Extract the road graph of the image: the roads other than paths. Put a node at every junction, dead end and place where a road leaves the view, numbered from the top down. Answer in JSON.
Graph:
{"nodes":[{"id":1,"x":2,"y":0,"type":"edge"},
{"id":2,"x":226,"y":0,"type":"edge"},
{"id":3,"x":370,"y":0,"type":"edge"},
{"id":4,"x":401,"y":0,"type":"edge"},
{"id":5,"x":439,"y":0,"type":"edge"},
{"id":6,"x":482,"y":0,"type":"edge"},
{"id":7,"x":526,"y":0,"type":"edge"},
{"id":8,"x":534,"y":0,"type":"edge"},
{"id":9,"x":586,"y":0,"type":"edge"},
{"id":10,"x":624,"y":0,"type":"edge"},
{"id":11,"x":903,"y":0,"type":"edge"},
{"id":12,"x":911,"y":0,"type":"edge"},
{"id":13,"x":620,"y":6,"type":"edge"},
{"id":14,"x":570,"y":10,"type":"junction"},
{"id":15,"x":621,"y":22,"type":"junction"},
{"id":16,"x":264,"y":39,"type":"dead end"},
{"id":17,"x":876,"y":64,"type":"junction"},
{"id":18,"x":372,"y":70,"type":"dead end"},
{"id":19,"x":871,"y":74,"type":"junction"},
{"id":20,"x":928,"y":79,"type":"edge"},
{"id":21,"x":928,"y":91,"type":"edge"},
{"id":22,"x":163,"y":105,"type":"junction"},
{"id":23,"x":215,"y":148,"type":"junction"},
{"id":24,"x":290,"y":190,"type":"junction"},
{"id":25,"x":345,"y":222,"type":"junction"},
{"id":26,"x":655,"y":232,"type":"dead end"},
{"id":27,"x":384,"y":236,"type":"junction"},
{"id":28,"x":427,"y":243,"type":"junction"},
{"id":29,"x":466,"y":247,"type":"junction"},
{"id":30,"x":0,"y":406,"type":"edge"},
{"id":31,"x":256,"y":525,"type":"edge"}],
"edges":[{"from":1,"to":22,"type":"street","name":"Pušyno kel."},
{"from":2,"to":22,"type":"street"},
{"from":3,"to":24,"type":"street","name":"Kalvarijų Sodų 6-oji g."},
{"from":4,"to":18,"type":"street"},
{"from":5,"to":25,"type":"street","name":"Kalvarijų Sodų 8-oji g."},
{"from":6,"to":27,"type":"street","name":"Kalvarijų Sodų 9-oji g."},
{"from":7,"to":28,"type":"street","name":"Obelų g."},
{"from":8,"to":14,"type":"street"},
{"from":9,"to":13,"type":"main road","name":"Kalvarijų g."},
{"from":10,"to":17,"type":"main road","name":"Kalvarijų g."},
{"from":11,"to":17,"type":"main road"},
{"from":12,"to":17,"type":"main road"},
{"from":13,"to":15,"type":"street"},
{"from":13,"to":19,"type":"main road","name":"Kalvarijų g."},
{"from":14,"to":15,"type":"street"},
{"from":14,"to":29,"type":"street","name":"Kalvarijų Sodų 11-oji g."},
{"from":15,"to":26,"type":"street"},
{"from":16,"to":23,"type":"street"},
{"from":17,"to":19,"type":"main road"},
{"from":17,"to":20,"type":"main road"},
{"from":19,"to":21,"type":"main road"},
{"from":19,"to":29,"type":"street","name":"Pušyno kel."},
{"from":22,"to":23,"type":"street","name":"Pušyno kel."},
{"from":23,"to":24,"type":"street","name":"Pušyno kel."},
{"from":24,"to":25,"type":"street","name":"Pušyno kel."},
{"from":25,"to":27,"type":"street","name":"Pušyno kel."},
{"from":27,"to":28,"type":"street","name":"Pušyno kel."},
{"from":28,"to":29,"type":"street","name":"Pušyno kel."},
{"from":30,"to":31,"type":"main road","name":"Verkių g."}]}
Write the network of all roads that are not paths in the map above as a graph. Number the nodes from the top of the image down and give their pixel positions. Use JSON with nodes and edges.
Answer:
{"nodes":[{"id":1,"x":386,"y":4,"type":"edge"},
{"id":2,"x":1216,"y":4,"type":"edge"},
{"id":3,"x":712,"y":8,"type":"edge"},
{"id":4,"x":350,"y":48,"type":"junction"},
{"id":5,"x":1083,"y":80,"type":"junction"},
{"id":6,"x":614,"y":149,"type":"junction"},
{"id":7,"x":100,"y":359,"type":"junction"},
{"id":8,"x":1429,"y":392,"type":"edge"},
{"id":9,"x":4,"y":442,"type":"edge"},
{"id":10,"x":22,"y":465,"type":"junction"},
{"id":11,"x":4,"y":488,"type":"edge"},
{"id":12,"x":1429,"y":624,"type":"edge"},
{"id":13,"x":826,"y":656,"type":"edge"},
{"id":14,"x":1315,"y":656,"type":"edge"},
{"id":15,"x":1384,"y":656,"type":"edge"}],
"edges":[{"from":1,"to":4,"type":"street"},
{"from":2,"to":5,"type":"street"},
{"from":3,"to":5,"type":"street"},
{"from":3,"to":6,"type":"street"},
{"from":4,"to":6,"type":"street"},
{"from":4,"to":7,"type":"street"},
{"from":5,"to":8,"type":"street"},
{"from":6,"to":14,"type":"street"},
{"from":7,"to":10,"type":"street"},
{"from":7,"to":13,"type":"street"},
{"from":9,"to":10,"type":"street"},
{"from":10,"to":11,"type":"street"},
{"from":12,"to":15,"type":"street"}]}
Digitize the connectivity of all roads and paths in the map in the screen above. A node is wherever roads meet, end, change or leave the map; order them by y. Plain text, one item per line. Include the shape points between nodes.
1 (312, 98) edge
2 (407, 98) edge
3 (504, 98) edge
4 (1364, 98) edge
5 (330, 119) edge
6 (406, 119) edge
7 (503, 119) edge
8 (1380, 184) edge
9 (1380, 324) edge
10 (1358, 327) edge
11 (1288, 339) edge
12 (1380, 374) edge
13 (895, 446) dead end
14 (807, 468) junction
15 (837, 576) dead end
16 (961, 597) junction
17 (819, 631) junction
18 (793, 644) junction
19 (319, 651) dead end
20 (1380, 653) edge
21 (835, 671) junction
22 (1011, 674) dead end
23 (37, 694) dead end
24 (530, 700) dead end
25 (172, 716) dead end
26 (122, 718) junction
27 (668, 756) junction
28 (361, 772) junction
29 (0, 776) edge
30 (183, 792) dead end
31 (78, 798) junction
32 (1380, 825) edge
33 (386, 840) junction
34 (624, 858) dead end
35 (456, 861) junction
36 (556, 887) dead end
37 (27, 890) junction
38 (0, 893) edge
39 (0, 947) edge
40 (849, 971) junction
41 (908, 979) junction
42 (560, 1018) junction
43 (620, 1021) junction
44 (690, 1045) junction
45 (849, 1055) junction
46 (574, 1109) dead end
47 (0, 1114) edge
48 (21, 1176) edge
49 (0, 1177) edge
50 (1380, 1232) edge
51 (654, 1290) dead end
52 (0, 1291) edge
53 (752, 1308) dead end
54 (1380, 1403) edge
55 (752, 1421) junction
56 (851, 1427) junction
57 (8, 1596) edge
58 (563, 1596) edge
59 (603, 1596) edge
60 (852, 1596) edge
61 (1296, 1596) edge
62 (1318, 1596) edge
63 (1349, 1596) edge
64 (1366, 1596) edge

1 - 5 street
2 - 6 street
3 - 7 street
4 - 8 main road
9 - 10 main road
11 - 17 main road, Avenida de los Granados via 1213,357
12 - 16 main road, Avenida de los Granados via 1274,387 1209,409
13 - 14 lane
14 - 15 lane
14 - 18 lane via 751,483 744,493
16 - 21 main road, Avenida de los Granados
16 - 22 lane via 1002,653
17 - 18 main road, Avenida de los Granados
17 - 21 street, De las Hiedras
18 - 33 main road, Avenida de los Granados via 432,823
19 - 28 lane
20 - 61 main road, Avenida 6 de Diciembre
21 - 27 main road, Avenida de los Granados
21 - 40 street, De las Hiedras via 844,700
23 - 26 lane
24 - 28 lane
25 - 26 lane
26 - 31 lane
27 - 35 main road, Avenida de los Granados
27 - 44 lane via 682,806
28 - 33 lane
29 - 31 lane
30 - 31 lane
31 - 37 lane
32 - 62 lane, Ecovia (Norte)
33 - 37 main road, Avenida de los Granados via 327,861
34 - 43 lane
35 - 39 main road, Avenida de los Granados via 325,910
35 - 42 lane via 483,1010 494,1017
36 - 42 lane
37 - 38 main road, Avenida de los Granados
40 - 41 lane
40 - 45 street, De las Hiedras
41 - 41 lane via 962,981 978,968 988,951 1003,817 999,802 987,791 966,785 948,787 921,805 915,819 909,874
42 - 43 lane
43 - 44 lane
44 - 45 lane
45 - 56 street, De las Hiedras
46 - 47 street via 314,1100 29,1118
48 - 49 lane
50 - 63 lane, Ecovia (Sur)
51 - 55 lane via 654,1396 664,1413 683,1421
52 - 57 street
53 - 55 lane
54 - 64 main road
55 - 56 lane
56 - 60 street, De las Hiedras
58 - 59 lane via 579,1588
::::
* **INSTRUCTIONS TO FOLLOW**: From the material above, gather all lines that include the string "Hiedras" and copy them.

* **EXERCISE ANSWER**:
17 - 21 street, De las Hiedras
21 - 40 street, De las Hiedras via 844,700
40 - 45 street, De las Hiedras
45 - 56 street, De las Hiedras
56 - 60 street, De las Hiedras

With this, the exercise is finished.